Before his passing he gave me a typed up letter written by himself explaining the background for his Bellamy pieces and as my Nana is still alive agrees with what he wrote.
Here's the story:
In the 70s my Grandparents owned a Buy and Save Supermarket in a place called Clifton in Nottingham (where we were from) One of their regular customers was the late Frank Bellamy's sister in law. She asked if they were interested in comic strip art and arranged for them to visit Frank's widow in her bungalow in Kettering, this was around 1982, six years after he died.

She was a lovely woman, they said, and showed them a great deal of Bellamy's work and in conversation mentioned the good relationship he had had with the creators of Thunderbirds. They purchased 9 pieces that day including the Mexican Bandit which I am told was on the wall at the Bellamy's house

They also were shown a letter sent from Sir William Russell Flint some years before, congratulating him on a magazine illustration that he commented he couldn't have done better himself. Nancy was very proud of this and never wanted to part with it.

Six months later Nancy rang my Grandad offering to sell a double page picture with famous people on it including Frank Sinatra, the Royal Family, the Beatles - just to name a few for around £200 at the time. He couldn't afford this and on the bottom of the letter he gave me he said it was one of his biggest regrets .......

I'm happy to have stumbled on your web page and can finally share the story with someone
In its frame

The Sinatra, Beatles piece is one I have not yet shared - it's the Sunday Times (Colour) Magazine (5th October 1969) " A young artist dreams of success. But will he make it?" written by Robert Lacey.

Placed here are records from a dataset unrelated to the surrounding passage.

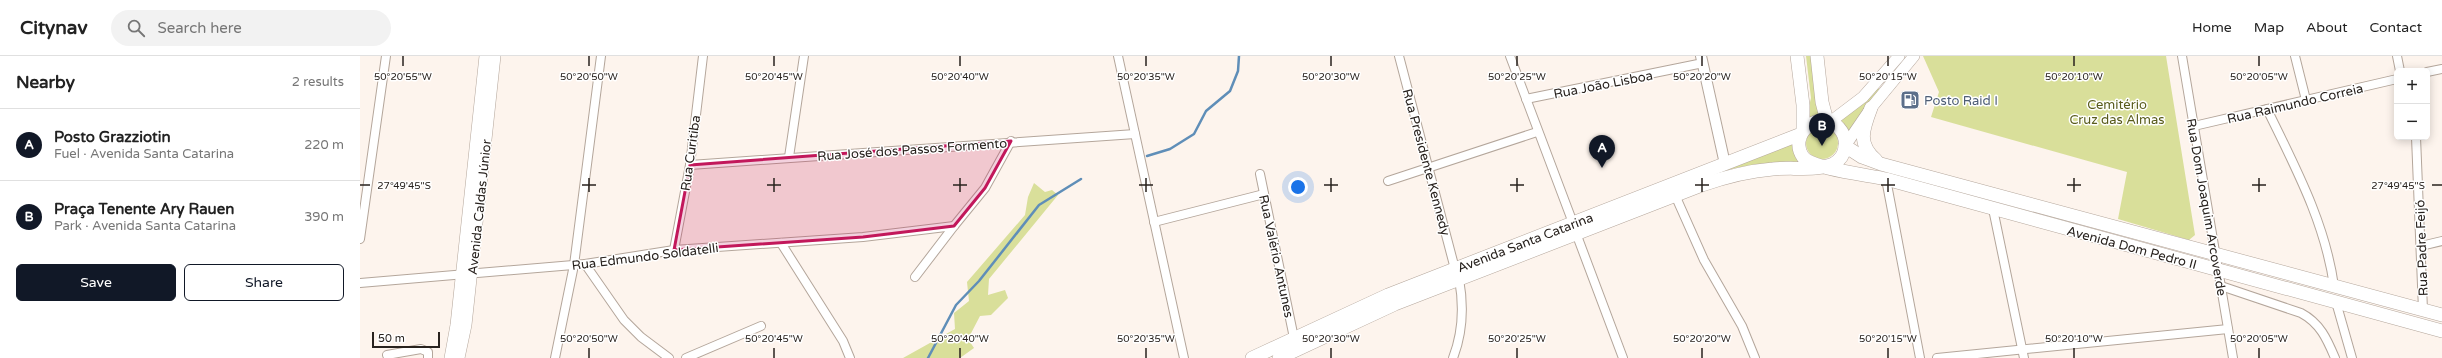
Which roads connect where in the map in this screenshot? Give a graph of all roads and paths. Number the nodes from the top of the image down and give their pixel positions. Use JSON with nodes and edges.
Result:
{"nodes":[{"id":1,"x":386,"y":56,"type":"edge"},
{"id":2,"x":485,"y":56,"type":"edge"},
{"id":3,"x":495,"y":56,"type":"edge"},
{"id":4,"x":601,"y":56,"type":"edge"},
{"id":5,"x":703,"y":56,"type":"edge"},
{"id":6,"x":804,"y":56,"type":"edge"},
{"id":7,"x":1118,"y":56,"type":"edge"},
{"id":8,"x":1399,"y":56,"type":"edge"},
{"id":9,"x":1510,"y":56,"type":"edge"},
{"id":10,"x":1797,"y":56,"type":"edge"},
{"id":11,"x":1817,"y":56,"type":"edge"},
{"id":12,"x":1899,"y":56,"type":"edge"},
{"id":13,"x":1914,"y":56,"type":"edge"},
{"id":14,"x":2182,"y":56,"type":"edge"},
{"id":15,"x":2295,"y":56,"type":"edge"},
{"id":16,"x":2397,"y":56,"type":"edge"},
{"id":17,"x":1702,"y":60,"type":"edge"},
{"id":18,"x":2399,"y":68,"type":"edge"},
{"id":19,"x":2442,"y":69,"type":"edge"},
{"id":20,"x":2430,"y":71,"type":"edge"},
{"id":21,"x":2394,"y":80,"type":"edge"},
{"id":22,"x":1884,"y":84,"type":"junction"},
{"id":23,"x":1526,"y":99,"type":"junction"},
{"id":24,"x":2306,"y":100,"type":"junction"},
{"id":25,"x":1871,"y":108,"type":"junction"},
{"id":26,"x":2267,"y":109,"type":"junction"},
{"id":27,"x":1829,"y":121,"type":"junction"},
{"id":28,"x":2194,"y":126,"type":"junction"},
{"id":29,"x":1538,"y":132,"type":"junction"},
{"id":30,"x":1802,"y":132,"type":"junction"},
{"id":31,"x":1135,"y":134,"type":"junction"},
{"id":32,"x":2416,"y":140,"type":"edge"},
{"id":33,"x":1011,"y":142,"type":"junction"},
{"id":34,"x":1845,"y":146,"type":"junction"},
{"id":35,"x":789,"y":157,"type":"junction"},
{"id":36,"x":1725,"y":164,"type":"junction"},
{"id":37,"x":1881,"y":164,"type":"junction"},
{"id":38,"x":690,"y":165,"type":"junction"},
{"id":39,"x":1822,"y":167,"type":"junction"},
{"id":40,"x":1428,"y":168,"type":"junction"},
{"id":41,"x":1260,"y":174,"type":"dead end"},
{"id":42,"x":1886,"y":179,"type":"junction"},
{"id":43,"x":1388,"y":181,"type":"dead end"},
{"id":44,"x":1264,"y":194,"type":"junction"},
{"id":45,"x":1675,"y":195,"type":"junction"},
{"id":46,"x":1993,"y":208,"type":"junction"},
{"id":47,"x":1154,"y":222,"type":"junction"},
{"id":48,"x":954,"y":226,"type":"junction"},
{"id":49,"x":1575,"y":228,"type":"junction"},
{"id":50,"x":360,"y":239,"type":"edge"},
{"id":51,"x":2442,"y":241,"type":"edge"},
{"id":52,"x":780,"y":243,"type":"junction"},
{"id":53,"x":2421,"y":246,"type":"junction"},
{"id":54,"x":674,"y":250,"type":"junction"},
{"id":55,"x":2215,"y":254,"type":"junction"},
{"id":56,"x":585,"y":264,"type":"junction"},
{"id":57,"x":574,"y":265,"type":"junction"},
{"id":58,"x":2218,"y":270,"type":"junction"},
{"id":59,"x":466,"y":273,"type":"junction"},
{"id":60,"x":1457,"y":274,"type":"junction"},
{"id":61,"x":915,"y":277,"type":"dead end"},
{"id":62,"x":360,"y":283,"type":"edge"},
{"id":63,"x":2221,"y":286,"type":"junction"},
{"id":64,"x":2334,"y":286,"type":"junction"},
{"id":65,"x":2336,"y":302,"type":"junction"},
{"id":66,"x":2422,"y":310,"type":"junction"},
{"id":67,"x":2442,"y":315,"type":"edge"},
{"id":68,"x":761,"y":326,"type":"dead end"},
{"id":69,"x":2228,"y":329,"type":"junction"},
{"id":70,"x":2442,"y":331,"type":"edge"},
{"id":71,"x":1295,"y":349,"type":"edge"},
{"id":72,"x":2023,"y":354,"type":"edge"},
{"id":73,"x":387,"y":355,"type":"dead end"},
{"id":74,"x":428,"y":358,"type":"edge"},
{"id":75,"x":450,"y":358,"type":"edge"},
{"id":76,"x":459,"y":358,"type":"edge"},
{"id":77,"x":555,"y":358,"type":"edge"},
{"id":78,"x":669,"y":358,"type":"edge"},
{"id":79,"x":686,"y":358,"type":"edge"},
{"id":80,"x":850,"y":358,"type":"edge"},
{"id":81,"x":1184,"y":358,"type":"edge"},
{"id":82,"x":1252,"y":358,"type":"edge"},
{"id":83,"x":1279,"y":358,"type":"edge"},
{"id":84,"x":1453,"y":358,"type":"edge"},
{"id":85,"x":1623,"y":358,"type":"edge"},
{"id":86,"x":1755,"y":358,"type":"edge"},
{"id":87,"x":1920,"y":358,"type":"edge"},
{"id":88,"x":1936,"y":358,"type":"edge"},
{"id":89,"x":2233,"y":358,"type":"edge"},
{"id":90,"x":2335,"y":358,"type":"edge"},
{"id":91,"x":2352,"y":358,"type":"edge"}],
"edges":[{"from":1,"to":50,"type":"street"},
{"from":2,"to":59,"type":"main road","name":"Avenida Caldas Júnior"},
{"from":3,"to":59,"type":"main road","name":"Avenida Caldas Júnior"},
{"from":4,"to":57,"type":"street"},
{"from":5,"to":38,"type":"street","name":"Rua Curitiba"},
{"from":6,"to":35,"type":"street"},
{"from":7,"to":31,"type":"street"},
{"from":8,"to":40,"type":"street","name":"Rua Presidente Kennedy"},
{"from":9,"to":23,"type":"street"},
{"from":10,"to":30,"type":"main road"},
{"from":11,"to":27,"type":"main road"},
{"from":12,"to":22,"type":"main road"},
{"from":13,"to":22,"type":"main road"},
{"from":14,"to":28,"type":"street","name":"Rua Dom Joaquim Arcoverde"},
{"from":15,"to":24,"type":"street"},
{"from":16,"to":18,"type":"street"},
{"from":17,"to":23,"type":"street","name":"Rua João Lisboa"},
{"from":17,"to":36,"type":"street"},
{"from":19,"to":20,"type":"street"},
{"from":21,"to":24,"type":"street","name":"Rua Raimundo Correia"},
{"from":22,"to":25,"type":"main road"},
{"from":22,"to":27,"type":"main road"},
{"from":23,"to":29,"type":"street"},
{"from":24,"to":26,"type":"street","name":"Rua Raimundo Correia"},
{"from":25,"to":34,"type":"main road"},
{"from":25,"to":37,"type":"main road"},
{"from":26,"to":28,"type":"street","name":"Rua Raimundo Correia"},
{"from":26,"to":64,"type":"street"},
{"from":27,"to":30,"type":"main road"},
{"from":27,"to":34,"type":"main road"},
{"from":28,"to":55,"type":"street","name":"Rua Dom Joaquim Arcoverde"},
{"from":29,"to":40,"type":"street"},
{"from":29,"to":49,"type":"street"},
{"from":30,"to":36,"type":"main road","name":"Avenida Santa Catarina"},
{"from":30,"to":39,"type":"main road"},
{"from":31,"to":33,"type":"street","name":"Rua José dos Passos Formento"},
{"from":31,"to":47,"type":"street"},
{"from":32,"to":53,"type":"street","name":"Rua Padre Feijó"},
{"from":33,"to":35,"type":"street","name":"Rua José dos Passos Formento"},
{"from":33,"to":48,"type":"street"},
{"from":34,"to":37,"type":"main road","name":"Avenida Dom Pedro II"},
{"from":34,"to":39,"type":"main road"},
{"from":35,"to":38,"type":"street","name":"Rua José dos Passos Formento"},
{"from":36,"to":49,"type":"main road","name":"Avenida Santa Catarina"},
{"from":37,"to":55,"type":"main road","name":"Avenida Dom Pedro II"},
{"from":38,"to":54,"type":"street","name":"Rua Curitiba"},
{"from":39,"to":42,"type":"main road","name":"Avenida Dom Pedro II"},
{"from":39,"to":45,"type":"main road","name":"Avenida Santa Catarina"},
{"from":40,"to":43,"type":"street"},
{"from":40,"to":60,"type":"street","name":"Rua Presidente Kennedy"},
{"from":41,"to":44,"type":"street","name":"Rua Valério Antunes"},
{"from":42,"to":46,"type":"main road","name":"Avenida Dom Pedro II"},
{"from":42,"to":87,"type":"street"},
{"from":44,"to":47,"type":"street"},
{"from":44,"to":71,"type":"street","name":"Rua Valério Antunes"},
{"from":45,"to":49,"type":"main road","name":"Avenida Santa Catarina"},
{"from":45,"to":86,"type":"street"},
{"from":46,"to":58,"type":"main road","name":"Avenida Dom Pedro II"},
{"from":46,"to":72,"type":"street"},
{"from":47,"to":81,"type":"street"},
{"from":48,"to":52,"type":"street","name":"Rua Edmundo Soldatelli"},
{"from":48,"to":61,"type":"street"},
{"from":49,"to":60,"type":"main road","name":"Avenida Santa Catarina"},
{"from":49,"to":85,"type":"street"},
{"from":51,"to":53,"type":"street"},
{"from":52,"to":54,"type":"street","name":"Rua Edmundo Soldatelli"},
{"from":52,"to":80,"type":"street"},
{"from":53,"to":66,"type":"street","name":"Rua Padre Feijó"},
{"from":54,"to":56,"type":"street","name":"Rua Edmundo Soldatelli"},
{"from":55,"to":58,"type":"street","name":"Rua Dom Joaquim Arcoverde"},
{"from":55,"to":64,"type":"main road","name":"Avenida Dom Pedro II"},
{"from":56,"to":57,"type":"street","name":"Rua Edmundo Soldatelli"},
{"from":56,"to":78,"type":"street"},
{"from":57,"to":59,"type":"street","name":"Rua Edmundo Soldatelli"},
{"from":57,"to":77,"type":"street"},
{"from":58,"to":63,"type":"street","name":"Rua Dom Joaquim Arcoverde"},
{"from":58,"to":65,"type":"main road","name":"Avenida Dom Pedro II"},
{"from":59,"to":62,"type":"street","name":"Rua Edmundo Soldatelli"},
{"from":59,"to":75,"type":"main road","name":"Avenida Caldas Júnior"},
{"from":59,"to":76,"type":"main road","name":"Avenida Caldas Júnior"},
{"from":60,"to":71,"type":"main road","name":"Avenida Santa Catarina"},
{"from":60,"to":84,"type":"street","name":"Rua Presidente Kennedy"},
{"from":63,"to":69,"type":"street","name":"Rua Dom Joaquim Arcoverde"},
{"from":63,"to":90,"type":"street"},
{"from":64,"to":66,"type":"main road","name":"Avenida Dom Pedro II"},
{"from":65,"to":70,"type":"main road","name":"Avenida Dom Pedro II"},
{"from":65,"to":91,"type":"street"},
{"from":66,"to":67,"type":"main road","name":"Avenida Dom Pedro II"},
{"from":68,"to":79,"type":"street"},
{"from":69,"to":72,"type":"street"},
{"from":69,"to":89,"type":"street","name":"Rua Dom Joaquim Arcoverde"},
{"from":71,"to":82,"type":"main road","name":"Avenida Santa Catarina"},
{"from":71,"to":83,"type":"main road","name":"Avenida Santa Catarina"},
{"from":72,"to":88,"type":"street"},
{"from":73,"to":74,"type":"street"}]}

I've asked Chloe about the other pieces her Grandad bought and she's kindly supplied a list most of which are known already, but I'll report back in due course.


So what is this piece of art? I have absolutely no record of it beyond the fact Alan Davis showed it on his website a while ago.  I decided to ask the two Davids about this and firstly David Slinn replied to me:
 "The attached Frank Bellamy artwork, though certainly unusual, may have been intended to be positioned to the left of a column of text, perhaps on a contents page. This would account for Frank having worked to a precise edge, and not simply included a bleed to be cropped at a production stage. However, what’s rather intriguing is the – decidedly, “un-FB-like” (uncorrected) – tiny seep from the cast shadow on the character’s throat. Nonetheless, a perfect example, of Frank’s unique instinctive design sense."
That 'seep' is so minute I missed it!

David Jackson agreed that:
I think your theory fits about why the 'Mexican Bandit' art is the way it is to accommodate text or other page layout. Thinking about it, it's even odd that the face isn't itself square-on and divided exactly in half down the middle, rather than as it is, turned away. As it is I'd have been tempted to frame it up against the picture mount/frame, leaving all the blank space to the left.

Good point David! I felt the "non-squared off" look was to make him lean away from the 'wall'.

I can say with certainty it was produced before August 1975 as that was approximately when the Bellamys moved from Morden back to Kettering (and the back of the board shows the Morden address) . Another mystery waiting to be solved - many thanks to Chloe for her kindness!